After 5 years of studying, I am very much broke. I think I've managed to keep it together as best as I could. There are some days where you really feel like you're actually working. You're doing jobs on the ward, running around fulfilling errands and then when you've finally paused to catch your breath, you think, 'I wish I was getting paid for this'. Some days you get given the jobs that no one else can be bothered doing or the really boring stuff that make you want to bang your head repeatedly on the desk. That is the glamorous life of the apprentice. My car has been the biggest drain on my finances, but with some of the far off places the medical school has flung us off to, it has been my saviour.
Bringing me swiftly to my next point: travelling.
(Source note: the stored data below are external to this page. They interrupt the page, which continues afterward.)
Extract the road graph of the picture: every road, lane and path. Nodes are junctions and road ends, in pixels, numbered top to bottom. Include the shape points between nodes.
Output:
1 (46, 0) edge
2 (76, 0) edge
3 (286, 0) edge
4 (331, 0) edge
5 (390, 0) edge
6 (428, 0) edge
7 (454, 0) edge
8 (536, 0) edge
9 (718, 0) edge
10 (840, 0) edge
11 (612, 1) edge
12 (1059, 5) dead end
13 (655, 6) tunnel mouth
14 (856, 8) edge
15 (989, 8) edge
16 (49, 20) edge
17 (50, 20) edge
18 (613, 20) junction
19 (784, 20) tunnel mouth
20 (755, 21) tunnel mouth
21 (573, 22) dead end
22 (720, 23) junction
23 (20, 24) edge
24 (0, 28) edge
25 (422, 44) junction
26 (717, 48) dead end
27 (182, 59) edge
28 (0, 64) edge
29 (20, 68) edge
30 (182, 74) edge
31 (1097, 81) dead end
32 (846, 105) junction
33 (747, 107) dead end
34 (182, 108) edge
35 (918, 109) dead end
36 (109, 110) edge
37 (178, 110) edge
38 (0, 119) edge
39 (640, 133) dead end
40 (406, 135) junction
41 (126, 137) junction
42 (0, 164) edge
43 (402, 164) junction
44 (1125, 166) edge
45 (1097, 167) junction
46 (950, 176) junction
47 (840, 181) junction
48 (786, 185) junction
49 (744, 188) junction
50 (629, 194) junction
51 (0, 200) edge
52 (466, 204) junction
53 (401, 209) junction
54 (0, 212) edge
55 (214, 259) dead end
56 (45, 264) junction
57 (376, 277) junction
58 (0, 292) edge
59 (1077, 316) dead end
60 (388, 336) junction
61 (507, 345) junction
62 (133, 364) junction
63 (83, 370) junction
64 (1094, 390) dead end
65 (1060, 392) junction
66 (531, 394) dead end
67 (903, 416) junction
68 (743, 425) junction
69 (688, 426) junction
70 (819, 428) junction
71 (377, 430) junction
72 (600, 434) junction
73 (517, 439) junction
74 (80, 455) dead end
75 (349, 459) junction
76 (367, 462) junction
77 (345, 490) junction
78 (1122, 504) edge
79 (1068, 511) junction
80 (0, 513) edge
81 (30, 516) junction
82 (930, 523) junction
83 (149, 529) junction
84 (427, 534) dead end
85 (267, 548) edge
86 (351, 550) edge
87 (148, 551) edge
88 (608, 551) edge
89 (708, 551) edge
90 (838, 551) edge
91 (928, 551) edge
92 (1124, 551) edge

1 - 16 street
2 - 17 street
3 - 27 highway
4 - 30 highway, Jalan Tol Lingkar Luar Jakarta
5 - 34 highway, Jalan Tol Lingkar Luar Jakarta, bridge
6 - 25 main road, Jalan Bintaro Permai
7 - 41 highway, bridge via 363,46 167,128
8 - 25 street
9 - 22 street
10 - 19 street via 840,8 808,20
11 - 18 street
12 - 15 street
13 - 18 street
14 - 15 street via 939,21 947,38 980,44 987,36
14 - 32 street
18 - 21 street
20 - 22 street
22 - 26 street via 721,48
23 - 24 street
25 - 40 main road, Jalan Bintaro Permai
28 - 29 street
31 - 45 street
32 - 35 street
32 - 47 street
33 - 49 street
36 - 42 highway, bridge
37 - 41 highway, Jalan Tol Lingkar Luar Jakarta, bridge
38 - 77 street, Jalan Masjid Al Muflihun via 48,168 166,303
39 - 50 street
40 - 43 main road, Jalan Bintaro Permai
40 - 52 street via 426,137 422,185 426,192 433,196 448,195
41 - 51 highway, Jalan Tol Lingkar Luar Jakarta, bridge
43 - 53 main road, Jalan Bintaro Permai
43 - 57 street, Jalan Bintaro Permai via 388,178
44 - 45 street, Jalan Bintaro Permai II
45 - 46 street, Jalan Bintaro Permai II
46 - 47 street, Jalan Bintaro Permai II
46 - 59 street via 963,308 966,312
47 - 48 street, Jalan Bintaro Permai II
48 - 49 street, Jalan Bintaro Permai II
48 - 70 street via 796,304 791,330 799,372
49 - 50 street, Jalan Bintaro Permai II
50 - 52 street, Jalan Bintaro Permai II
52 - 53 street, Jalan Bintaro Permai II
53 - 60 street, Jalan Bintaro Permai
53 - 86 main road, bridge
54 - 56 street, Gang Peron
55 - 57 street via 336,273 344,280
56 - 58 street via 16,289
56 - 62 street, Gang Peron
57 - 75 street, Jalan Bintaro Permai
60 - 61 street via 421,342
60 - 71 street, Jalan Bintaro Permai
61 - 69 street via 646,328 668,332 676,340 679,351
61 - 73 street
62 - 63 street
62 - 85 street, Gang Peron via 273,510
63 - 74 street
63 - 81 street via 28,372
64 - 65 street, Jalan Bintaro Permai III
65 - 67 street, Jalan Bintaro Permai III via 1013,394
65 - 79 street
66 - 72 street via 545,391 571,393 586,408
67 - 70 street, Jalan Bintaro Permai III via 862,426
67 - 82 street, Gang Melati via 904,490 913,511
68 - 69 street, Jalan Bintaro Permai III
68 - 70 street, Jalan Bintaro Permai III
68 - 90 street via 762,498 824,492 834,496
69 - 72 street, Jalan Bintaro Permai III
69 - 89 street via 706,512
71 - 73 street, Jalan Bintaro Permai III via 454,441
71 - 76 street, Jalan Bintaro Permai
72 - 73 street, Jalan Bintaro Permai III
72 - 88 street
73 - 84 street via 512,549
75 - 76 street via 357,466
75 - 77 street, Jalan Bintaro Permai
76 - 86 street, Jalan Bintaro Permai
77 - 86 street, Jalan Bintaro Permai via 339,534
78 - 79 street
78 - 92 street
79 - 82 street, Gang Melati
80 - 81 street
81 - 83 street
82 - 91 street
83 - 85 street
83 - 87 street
My medical school absolutely loves to send us off to far away lands in the name of medical experience. Some of these places can take up to a couple of hours to get to on public transport. That's four hours of journey time a day. You start your first two years in the city that you applied to, then end up spending last half of the course in the neighbouring towns and cities. Thank God for accommodation though.
I won't miss swapping wards every few weeks. By the time I've just about managed to remember the names of all the nurses, it's time to move onto the next one. You feel like the consultant finally recognises you and the team sees you as one of them but nope, time to move on. It's time to start reintroducing yourself to a new set of nurses and consultants on another ward. Plus, when you swap wards so often you never properly know where everything is. If the nurse asks me to do some bloods and help send them to the lab, I'm going to have to find where the store room is, find out what the code is for the door, find out where the stuff I need is kept without all of this taking me an hour. The icing on the cake is if the piece of equipment I need happens to be one I've not come across before which happens sometimes as there can be variations between wards. In theory, we should be introduced to the ward at the beginning but with so many students rotating through the wards, who has the time.
I think that's a healthy sum of things I will and won't miss. I know that I'll probably experience some of these things again in the coming year. I won't delude myself into thinking ward rounds become infinitely better after med school. Wish me luck.